= Julien De Wilde =

Belgian businessman

Baron De Wilde (Julien) (b. Wetteren, 7 January 1944) is a former Belgian business executive and board member who played a key role in the manufacturing and technology sector. He was Chairman of Nyrstar and Agfa-Gevaert, and member of the boards of Bekaert and Telenet. He is honorary Chairman of the Prince Albert Fund and honorary chairman of Agoria. He was admitted to the hereditary nobility with the title of baron by H.M. King Albert II in 2012.

==Education==
He graduated as Master of Science in Chemical Engineering at the Katholieke Universiteit Leuven (Leuven) in 1967.

==Career==
In 1969, he started his career as an engineer at Texaco Belgium (1969–1972). He was head of technical product management for Texaco Europe from 1972 until 1977. From 1977 until 1983, he was manager information systems for Texaco Belgium, the Netherlands and France. From 1983 until 1986, he was a member of the board of directors of Texaco Belgium, and from 1986 until 1988 Texaco Europe.

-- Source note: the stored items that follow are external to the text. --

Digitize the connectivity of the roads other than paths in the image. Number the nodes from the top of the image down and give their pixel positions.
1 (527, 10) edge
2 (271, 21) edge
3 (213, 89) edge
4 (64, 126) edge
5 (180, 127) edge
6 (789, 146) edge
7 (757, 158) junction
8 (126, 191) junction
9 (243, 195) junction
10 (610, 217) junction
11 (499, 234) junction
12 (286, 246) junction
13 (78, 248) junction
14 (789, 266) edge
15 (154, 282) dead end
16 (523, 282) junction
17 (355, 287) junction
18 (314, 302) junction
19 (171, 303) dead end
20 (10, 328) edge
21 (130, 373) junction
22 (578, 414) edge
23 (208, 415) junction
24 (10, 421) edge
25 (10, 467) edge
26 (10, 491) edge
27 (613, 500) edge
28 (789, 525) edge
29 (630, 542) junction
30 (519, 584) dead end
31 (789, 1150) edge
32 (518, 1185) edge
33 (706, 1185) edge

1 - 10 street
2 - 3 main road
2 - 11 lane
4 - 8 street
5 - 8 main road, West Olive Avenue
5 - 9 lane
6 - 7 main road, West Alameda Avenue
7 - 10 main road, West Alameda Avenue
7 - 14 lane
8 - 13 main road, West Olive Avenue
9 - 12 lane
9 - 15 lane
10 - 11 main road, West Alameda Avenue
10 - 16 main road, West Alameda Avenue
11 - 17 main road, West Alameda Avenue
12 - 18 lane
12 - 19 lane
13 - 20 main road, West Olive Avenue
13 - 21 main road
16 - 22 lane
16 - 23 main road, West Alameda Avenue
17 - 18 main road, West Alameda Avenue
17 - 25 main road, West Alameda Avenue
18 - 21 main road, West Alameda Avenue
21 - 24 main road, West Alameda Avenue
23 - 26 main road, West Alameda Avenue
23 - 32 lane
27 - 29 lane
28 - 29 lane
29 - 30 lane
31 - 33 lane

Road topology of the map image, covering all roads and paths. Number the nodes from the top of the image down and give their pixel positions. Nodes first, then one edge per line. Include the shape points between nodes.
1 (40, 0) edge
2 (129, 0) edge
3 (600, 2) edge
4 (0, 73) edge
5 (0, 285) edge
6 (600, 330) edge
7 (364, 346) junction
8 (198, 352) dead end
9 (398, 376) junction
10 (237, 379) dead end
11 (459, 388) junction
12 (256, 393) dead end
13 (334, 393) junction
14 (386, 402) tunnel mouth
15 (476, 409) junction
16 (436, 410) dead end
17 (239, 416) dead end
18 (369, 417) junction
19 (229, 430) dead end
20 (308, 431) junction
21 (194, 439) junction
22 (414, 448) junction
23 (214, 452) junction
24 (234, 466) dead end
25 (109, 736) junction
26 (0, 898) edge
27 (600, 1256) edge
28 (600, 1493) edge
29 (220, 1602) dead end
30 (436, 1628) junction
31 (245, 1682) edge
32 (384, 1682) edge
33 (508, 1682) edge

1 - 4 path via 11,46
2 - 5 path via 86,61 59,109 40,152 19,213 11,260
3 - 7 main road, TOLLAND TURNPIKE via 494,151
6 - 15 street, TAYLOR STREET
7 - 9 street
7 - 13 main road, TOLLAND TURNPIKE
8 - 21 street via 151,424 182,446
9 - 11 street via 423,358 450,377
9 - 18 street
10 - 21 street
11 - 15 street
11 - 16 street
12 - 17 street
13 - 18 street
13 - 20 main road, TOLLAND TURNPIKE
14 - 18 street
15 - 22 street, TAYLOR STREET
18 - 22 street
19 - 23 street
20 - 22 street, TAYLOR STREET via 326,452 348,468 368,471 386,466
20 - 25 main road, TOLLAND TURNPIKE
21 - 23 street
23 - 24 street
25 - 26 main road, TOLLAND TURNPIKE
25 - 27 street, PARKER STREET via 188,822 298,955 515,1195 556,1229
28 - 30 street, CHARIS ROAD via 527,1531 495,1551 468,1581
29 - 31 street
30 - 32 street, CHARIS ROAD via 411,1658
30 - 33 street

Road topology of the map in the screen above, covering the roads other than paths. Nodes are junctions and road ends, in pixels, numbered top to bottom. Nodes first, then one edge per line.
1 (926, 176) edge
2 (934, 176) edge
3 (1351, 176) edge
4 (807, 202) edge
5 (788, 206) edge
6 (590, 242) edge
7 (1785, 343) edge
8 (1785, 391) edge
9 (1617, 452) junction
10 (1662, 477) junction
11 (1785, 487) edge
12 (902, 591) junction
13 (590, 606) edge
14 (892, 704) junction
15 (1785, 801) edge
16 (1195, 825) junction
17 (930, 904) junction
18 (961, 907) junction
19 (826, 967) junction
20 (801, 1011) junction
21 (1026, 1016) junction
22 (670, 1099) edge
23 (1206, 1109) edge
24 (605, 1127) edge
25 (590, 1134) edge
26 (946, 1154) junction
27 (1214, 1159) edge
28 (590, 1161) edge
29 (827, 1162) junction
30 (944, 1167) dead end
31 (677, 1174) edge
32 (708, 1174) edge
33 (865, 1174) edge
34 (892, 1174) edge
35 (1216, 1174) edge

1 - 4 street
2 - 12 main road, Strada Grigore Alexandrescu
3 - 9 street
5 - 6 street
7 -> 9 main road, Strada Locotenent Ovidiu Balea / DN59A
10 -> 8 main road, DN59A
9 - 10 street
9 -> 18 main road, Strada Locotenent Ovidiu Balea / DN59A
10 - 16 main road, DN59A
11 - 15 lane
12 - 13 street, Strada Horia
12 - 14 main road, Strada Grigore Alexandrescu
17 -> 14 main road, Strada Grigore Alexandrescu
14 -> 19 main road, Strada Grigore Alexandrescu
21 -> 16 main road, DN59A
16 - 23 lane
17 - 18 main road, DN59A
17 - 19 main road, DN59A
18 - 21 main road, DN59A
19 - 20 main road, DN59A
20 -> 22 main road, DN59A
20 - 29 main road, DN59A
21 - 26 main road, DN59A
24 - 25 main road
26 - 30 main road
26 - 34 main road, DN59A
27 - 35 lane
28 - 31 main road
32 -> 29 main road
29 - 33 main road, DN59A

From 1988 until 1989, he was head of the research and business development centre of Recticel, Belgium. From 1993 until 1994, Julien De Wilde was General manager of Alcatel Bell, from 1996 until 1999 CEO of Alcatel Bell and from 1999 until 2002 Executive vice-president of the Alcatel Group. From 2002 until 2006, he was CEO of Bekaert after which he was succeeded by Baron Bert De Graeve.